Legislative Reform

Five-year objectives

Continue a programme of reform that began in the first term of the democratic government and in particular to:

Key objectives for 2001/2

The National Health Bill was published for public comment in November 2001. It is key to progressive realisation of the Constitutional right of access to health services within available resources. It seeks to establish a national framework for the delivery of health care services throughout South Africa and its provisions relate to the private sector as well as to the national, provincial and district components of the public health system.

The Department now intends to table the Bill in Parliament in the second half of 2002.
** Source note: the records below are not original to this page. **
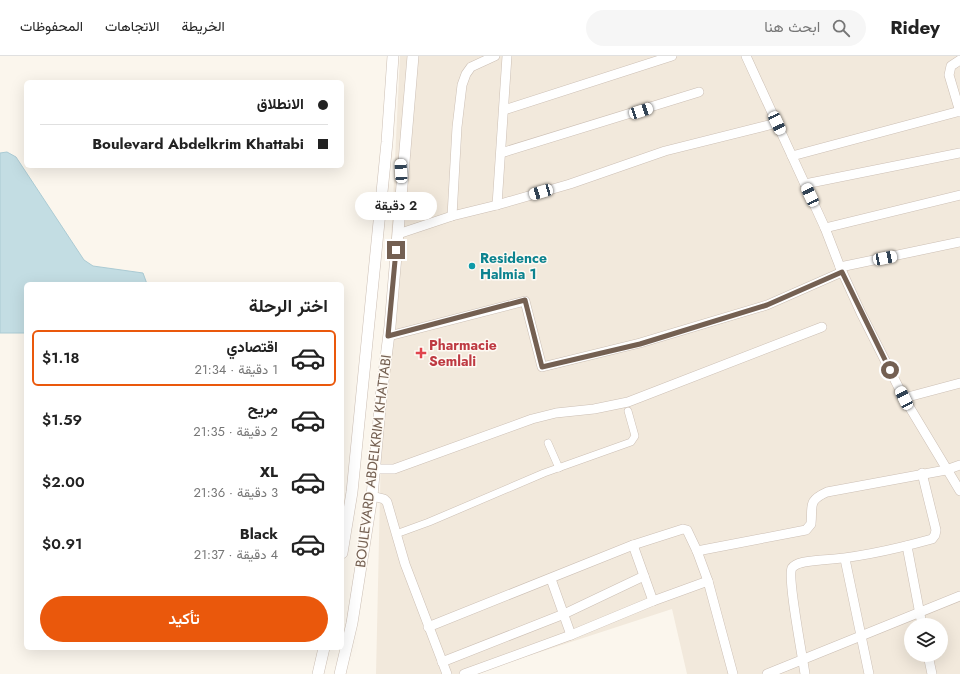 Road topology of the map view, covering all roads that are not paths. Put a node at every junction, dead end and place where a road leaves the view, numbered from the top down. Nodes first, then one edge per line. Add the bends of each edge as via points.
1 (393, 56) edge
2 (413, 56) edge
3 (495, 56) edge
4 (507, 56) edge
5 (672, 56) edge
6 (747, 56) edge
7 (960, 60) edge
8 (699, 92) dead end
9 (504, 110) junction
10 (960, 111) edge
11 (777, 123) junction
12 (387, 142) junction
13 (501, 153) junction
14 (960, 153) edge
15 (792, 156) junction
16 (402, 180) junction
17 (805, 184) junction
18 (960, 195) edge
19 (497, 205) junction
20 (452, 216) junction
21 (825, 228) junction
22 (398, 234) junction
23 (960, 242) edge
24 (841, 269) junction
25 (822, 327) dead end
26 (388, 336) junction
27 (960, 383) edge
28 (904, 398) junction
29 (628, 411) dead end
30 (548, 443) dead end
31 (960, 465) edge
32 (559, 468) junction
33 (374, 470) junction
34 (946, 470) junction
35 (922, 473) junction
36 (960, 490) edge
37 (372, 496) junction
38 (396, 534) junction
39 (344, 541) edge
40 (633, 545) junction
41 (907, 546) junction
42 (697, 552) junction
43 (845, 559) junction
44 (644, 576) junction
45 (551, 579) junction
46 (708, 581) junction
47 (960, 596) edge
48 (654, 601) junction
49 (920, 612) junction
50 (564, 614) junction
51 (921, 618) edge
52 (428, 627) junction
53 (571, 635) junction
54 (861, 636) junction
55 (324, 650) edge
56 (802, 660) junction
57 (442, 662) junction
58 (929, 662) edge
59 (318, 674) edge
60 (340, 674) edge
61 (447, 674) edge
62 (464, 674) edge
63 (733, 674) edge
64 (767, 674) edge
65 (805, 674) edge
66 (869, 674) edge
67 (932, 674) edge

1 - 12 street, BOULEVARD ABDELKRIM KHATTABI
2 - 16 street, BOULEVARD ABDELKRIM KHATTABI
3 - 20 street via 471,68 462,85
4 - 9 street
5 - 9 street
6 - 11 street
7 - 10 street via 951,66 950,75
8 - 13 street
9 - 13 street
10 - 15 street
11 - 15 street
11 - 19 street via 665,151 570,184
12 - 16 street via 391,136 398,136 400,139
12 - 39 street, BOULEVARD ABDELKRIM KHATTABI via 352,492
13 - 19 street
14 - 17 street
15 - 17 street
16 - 22 street, BOULEVARD ABDELKRIM KHATTABI
17 - 21 street
18 - 21 street
19 - 20 street
20 - 22 street
21 - 24 street
22 - 26 street, BOULEVARD ABDELKRIM KHATTABI
23 - 24 street
24 - 26 street via 767,305 640,344 542,367 525,300
24 - 28 street
25 - 33 street via 628,402 532,419 394,469
26 - 33 street, BOULEVARD ABDELKRIM KHATTABI
27 - 28 street
28 - 34 street
29 - 32 street via 635,436 630,442
30 - 32 street
31 - 34 street
32 - 38 street
33 - 37 street, BOULEVARD ABDELKRIM KHATTABI
34 - 35 street
34 - 36 street
35 - 41 street via 936,534 932,539
35 - 42 street via 827,492 812,503 811,524 806,530
37 - 38 street via 387,502
37 - 60 street, BOULEVARD ABDELKRIM KHATTABI via 352,623
38 - 52 street
40 - 42 street via 685,529
40 - 44 street
40 - 45 street
41 - 43 street
41 - 49 street
42 - 46 street
43 - 54 street
43 - 56 street via 812,561 797,565 791,571
44 - 48 street
44 - 50 street
45 - 50 street
45 - 52 street
46 - 48 street
46 - 63 street
47 - 49 street
48 - 53 street
49 - 51 street
49 - 54 street
50 - 53 street
50 - 57 street
52 - 57 street
53 - 62 street
54 - 56 street
54 - 66 street
55 - 59 street
56 - 64 street
56 - 65 street
57 - 61 street
58 - 67 street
The Medical Schemes Amendment Act No 55 of 2001 was passed in December. The amendments extended certain rights of members to their dependants, further regulated the practice of reinsurance and strengthened the powers of the Council and the Registrar to act in the interests of beneficiaries. The Act also made provision for the regulation of marketing of medical schemes, for more frequent reporting by schemes to the Registrar and defined the circumstances in which schemes may be inspected.

Regulations under the Medical Schemes Act were also published during the year.

The Mental Health Care Bill was unanimously supported in the National Assembly in December and was to be processed through the National Council of Provinces in the first half of 2002. The Bill creates a significantly more responsive and transparent system for the admission of individuals to psychiatric institutions. It also emphasises the rights of a category of patients who are not always in a position to assert themselves. The process of drafting regulations began during the year under review, in anticipation of the enactment of the legislation.

A great deal of work was done on the regulations to the Medicines and Related Substances Control Act (No 101 of 1965) and the Amendment Act (No 90 of 1997) following the resolution of the protracted dispute between the Department and the Pharmaceutical Manufacturers Association concerning the Amendment Act.

Draft regulations were published for comment in the second half of 2001 and the Department actively engaged various interests - including the pharmaceutical industry and professional groupings - about aspects of the regulations. The regulations have since been revised but they will only be published after certain amendments to the principal Act are effected in 2002.

Work progressed on a statute to regulate traditional healers along the same lines that other health professionals are regulated. The proposed legislation is likely to be published for comment within 2002.

The Department's Legal Unit interacts regularly with lawyers employed by the various statutory professional councils - the Health Professions Council, the Nursing Council, the Allied Health Professions Council and the Pharmacy Council - on regulatory matters.

Significant litigation

Legislative reform and policy may be driven not only by planned processes but also by litigation that sets legal precedents. The action brought by the Treatment Action Campaign (TAC) and others against the Minister of Health went to the heart of the definition of the government's constitutional responsibility to ensure access to basic health care.

In December 2001, the Pretoria High Court made an order compelling government to make Nevirapine available at any health facility where the attending medical officer, in consultation with the medical superintendent, deemed it medically advisable for a particular mother-and-baby pair. It also ordered government to prepare a national plan for the full-scale roll-out of a PMTCT programme and to submit it to the court within three months.

The Minister and Health MECs decided to appeal against the order on the basis that the court had overstepped the boundaries laid down by the constitutional doctrine of the separation of powers. The appeal had still to be heard by the Constitutional Court at the close of this reporting year.